* Exercise goal: Return each line of the records below in which the string "than" turns up.

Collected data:
▬▬▬▬▬▬
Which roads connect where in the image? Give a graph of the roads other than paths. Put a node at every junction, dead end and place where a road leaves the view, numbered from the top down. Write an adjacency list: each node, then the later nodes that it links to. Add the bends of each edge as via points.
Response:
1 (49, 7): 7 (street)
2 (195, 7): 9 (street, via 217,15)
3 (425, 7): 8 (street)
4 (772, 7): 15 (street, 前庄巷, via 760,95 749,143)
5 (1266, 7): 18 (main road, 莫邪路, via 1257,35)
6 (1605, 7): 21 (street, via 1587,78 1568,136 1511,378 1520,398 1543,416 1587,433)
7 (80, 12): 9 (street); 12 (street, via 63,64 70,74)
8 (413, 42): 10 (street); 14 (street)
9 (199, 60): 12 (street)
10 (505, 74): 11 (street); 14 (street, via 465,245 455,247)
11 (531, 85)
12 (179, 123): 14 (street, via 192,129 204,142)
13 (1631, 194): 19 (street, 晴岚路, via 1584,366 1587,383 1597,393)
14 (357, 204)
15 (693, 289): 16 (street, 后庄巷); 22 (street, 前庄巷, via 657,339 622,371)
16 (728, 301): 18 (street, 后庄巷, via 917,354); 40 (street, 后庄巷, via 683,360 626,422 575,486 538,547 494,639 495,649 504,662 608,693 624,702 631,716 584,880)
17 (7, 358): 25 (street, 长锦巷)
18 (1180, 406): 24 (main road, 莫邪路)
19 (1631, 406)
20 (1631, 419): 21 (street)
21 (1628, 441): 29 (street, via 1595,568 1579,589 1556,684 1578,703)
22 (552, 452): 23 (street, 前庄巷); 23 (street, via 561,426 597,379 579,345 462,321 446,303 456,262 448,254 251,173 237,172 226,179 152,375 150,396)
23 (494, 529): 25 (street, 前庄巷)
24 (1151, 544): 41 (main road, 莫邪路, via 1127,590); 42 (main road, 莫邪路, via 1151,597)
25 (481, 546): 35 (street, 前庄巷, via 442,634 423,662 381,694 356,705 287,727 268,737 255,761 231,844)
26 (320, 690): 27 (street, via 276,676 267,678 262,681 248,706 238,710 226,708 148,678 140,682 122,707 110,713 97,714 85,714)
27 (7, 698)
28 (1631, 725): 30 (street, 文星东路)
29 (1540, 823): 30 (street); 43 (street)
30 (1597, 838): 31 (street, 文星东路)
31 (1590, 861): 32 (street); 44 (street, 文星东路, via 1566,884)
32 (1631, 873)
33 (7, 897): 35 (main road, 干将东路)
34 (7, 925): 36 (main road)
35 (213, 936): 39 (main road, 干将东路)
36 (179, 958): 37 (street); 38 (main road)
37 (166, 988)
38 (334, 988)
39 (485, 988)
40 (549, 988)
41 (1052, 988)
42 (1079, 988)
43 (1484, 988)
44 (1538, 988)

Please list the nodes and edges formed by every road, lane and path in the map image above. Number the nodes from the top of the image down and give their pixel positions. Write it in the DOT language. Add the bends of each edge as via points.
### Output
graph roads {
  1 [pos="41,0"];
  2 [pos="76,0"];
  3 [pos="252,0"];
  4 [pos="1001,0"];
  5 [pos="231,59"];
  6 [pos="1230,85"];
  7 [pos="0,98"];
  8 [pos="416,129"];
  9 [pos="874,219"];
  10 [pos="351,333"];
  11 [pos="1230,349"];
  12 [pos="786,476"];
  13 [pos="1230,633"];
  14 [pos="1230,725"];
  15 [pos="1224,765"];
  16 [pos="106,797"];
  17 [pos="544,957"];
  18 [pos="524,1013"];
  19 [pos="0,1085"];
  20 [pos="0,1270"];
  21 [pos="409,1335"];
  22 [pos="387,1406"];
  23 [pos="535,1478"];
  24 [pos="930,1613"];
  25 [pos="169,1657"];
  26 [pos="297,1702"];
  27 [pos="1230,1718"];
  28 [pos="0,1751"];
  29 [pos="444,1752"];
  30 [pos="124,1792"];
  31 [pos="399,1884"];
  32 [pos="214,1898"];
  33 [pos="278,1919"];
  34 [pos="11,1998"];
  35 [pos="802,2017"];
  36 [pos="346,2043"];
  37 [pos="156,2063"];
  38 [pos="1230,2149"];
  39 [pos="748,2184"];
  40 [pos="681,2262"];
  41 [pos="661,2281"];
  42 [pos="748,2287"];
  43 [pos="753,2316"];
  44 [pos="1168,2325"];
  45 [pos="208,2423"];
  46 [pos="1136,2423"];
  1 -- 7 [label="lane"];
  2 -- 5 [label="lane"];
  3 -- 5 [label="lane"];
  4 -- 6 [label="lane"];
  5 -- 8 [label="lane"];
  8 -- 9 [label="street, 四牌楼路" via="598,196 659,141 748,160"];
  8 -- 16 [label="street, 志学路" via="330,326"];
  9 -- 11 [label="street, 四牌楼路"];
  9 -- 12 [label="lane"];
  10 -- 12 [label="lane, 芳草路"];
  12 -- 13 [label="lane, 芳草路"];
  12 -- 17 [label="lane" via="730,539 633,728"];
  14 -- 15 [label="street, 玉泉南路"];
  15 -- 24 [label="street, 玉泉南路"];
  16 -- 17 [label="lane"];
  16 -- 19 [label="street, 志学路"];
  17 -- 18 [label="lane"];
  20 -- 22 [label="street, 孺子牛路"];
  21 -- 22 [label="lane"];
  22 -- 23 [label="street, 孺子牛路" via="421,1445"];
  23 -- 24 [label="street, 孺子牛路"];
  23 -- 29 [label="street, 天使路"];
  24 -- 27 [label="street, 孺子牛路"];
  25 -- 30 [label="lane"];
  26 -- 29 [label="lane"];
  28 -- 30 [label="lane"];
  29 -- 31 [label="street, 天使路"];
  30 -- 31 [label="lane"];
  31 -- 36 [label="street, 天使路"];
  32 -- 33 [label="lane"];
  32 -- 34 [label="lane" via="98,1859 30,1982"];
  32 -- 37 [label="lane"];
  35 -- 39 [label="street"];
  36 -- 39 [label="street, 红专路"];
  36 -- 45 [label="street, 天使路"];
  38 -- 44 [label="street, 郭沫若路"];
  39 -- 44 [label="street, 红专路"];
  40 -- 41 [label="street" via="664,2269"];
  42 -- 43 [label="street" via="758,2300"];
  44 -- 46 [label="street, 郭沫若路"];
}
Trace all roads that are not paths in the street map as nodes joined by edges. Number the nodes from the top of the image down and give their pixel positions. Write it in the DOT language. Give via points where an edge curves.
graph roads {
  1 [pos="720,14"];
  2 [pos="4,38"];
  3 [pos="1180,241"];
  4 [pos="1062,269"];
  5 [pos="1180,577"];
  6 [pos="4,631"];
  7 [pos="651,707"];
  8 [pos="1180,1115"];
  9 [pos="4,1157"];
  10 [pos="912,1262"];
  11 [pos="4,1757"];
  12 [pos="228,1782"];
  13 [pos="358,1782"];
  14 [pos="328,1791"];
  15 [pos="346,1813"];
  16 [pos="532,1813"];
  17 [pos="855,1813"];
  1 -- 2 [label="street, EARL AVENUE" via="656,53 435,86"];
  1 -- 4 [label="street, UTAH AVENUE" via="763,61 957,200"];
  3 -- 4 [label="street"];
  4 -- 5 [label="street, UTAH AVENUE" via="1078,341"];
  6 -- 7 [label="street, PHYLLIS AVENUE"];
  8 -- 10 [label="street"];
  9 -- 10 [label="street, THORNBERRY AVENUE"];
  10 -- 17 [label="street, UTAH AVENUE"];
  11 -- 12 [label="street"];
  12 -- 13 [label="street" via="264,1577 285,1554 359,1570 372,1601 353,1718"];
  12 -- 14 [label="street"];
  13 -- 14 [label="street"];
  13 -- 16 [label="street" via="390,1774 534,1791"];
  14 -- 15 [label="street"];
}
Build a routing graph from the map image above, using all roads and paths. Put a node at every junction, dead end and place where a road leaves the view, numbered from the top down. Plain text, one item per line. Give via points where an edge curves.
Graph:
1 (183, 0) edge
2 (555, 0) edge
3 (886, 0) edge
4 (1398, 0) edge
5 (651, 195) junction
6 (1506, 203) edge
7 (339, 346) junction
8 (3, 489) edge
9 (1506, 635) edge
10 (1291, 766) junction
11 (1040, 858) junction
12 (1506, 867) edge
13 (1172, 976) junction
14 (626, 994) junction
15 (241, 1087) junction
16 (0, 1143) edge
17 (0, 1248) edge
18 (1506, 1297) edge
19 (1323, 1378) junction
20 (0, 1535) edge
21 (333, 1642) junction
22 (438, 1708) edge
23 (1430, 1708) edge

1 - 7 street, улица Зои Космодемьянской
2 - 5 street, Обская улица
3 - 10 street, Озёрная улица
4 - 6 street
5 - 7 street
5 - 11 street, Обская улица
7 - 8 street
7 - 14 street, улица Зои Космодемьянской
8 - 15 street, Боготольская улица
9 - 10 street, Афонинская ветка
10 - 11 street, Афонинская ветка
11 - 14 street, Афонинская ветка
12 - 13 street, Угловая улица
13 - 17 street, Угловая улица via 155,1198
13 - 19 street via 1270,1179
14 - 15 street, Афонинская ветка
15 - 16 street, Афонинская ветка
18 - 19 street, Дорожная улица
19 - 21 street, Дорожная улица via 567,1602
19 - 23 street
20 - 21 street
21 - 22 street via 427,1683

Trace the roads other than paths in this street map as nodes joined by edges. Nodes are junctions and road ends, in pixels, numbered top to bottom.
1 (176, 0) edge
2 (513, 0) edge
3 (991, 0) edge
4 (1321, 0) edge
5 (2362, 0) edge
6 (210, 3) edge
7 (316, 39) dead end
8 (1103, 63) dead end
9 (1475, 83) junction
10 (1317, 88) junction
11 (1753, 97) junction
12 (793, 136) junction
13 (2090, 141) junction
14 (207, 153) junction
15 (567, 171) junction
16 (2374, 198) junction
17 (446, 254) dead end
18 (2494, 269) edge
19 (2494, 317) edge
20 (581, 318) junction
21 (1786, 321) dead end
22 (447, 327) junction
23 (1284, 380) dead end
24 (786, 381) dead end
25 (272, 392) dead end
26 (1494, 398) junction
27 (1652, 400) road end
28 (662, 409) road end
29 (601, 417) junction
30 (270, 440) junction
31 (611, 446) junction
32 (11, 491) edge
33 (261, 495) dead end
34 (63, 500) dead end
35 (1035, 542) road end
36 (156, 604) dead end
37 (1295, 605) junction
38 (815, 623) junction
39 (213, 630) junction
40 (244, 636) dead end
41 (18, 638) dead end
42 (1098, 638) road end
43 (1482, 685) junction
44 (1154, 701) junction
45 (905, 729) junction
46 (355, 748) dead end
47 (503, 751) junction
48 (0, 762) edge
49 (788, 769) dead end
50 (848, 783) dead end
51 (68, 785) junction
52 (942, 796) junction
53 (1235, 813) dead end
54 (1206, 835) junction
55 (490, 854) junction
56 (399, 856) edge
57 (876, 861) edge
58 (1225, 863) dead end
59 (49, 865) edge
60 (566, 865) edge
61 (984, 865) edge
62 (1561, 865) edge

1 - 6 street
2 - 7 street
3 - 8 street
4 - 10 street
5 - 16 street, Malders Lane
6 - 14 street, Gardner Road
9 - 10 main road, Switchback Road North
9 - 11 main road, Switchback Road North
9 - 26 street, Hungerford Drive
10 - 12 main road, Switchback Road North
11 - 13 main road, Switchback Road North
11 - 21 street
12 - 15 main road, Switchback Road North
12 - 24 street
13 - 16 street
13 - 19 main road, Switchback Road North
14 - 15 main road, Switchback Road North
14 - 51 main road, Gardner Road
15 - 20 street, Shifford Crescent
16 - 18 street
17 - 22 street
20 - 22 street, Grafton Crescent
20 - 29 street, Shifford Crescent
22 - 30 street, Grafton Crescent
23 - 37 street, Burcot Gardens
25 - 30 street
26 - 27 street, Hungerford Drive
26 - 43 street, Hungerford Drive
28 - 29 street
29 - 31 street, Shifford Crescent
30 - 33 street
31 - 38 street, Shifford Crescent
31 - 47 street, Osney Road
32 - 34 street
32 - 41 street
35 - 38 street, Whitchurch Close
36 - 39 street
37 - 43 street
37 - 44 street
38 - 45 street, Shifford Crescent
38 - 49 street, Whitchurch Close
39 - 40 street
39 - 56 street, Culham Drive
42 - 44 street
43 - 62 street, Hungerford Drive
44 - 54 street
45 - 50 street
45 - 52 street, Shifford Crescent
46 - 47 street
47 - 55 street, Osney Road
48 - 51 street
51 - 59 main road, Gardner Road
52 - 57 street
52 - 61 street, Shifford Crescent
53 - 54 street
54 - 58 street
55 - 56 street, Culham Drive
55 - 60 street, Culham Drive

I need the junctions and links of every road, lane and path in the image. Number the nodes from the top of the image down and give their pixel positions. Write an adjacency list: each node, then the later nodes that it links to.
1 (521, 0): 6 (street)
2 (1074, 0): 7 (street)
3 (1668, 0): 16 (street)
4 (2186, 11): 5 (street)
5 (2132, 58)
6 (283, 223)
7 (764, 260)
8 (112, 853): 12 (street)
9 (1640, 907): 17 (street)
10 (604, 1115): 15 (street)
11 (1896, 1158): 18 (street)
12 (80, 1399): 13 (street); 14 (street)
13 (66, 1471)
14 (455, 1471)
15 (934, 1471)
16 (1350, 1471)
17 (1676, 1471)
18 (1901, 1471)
▬▬▬▬▬▬
* Answer for this exercise:
Which roads connect where in the image? Give a graph of the roads other than paths. Put a node at every junction, dead end and place where a road leaves the view, numbered from the top down. Write an adjacency list: each node, then the later nodes that it links to. Add the bends of each edge as via points.
Trace the roads other than paths in this street map as nodes joined by edges. Nodes are junctions and road ends, in pixels, numbered top to bottom.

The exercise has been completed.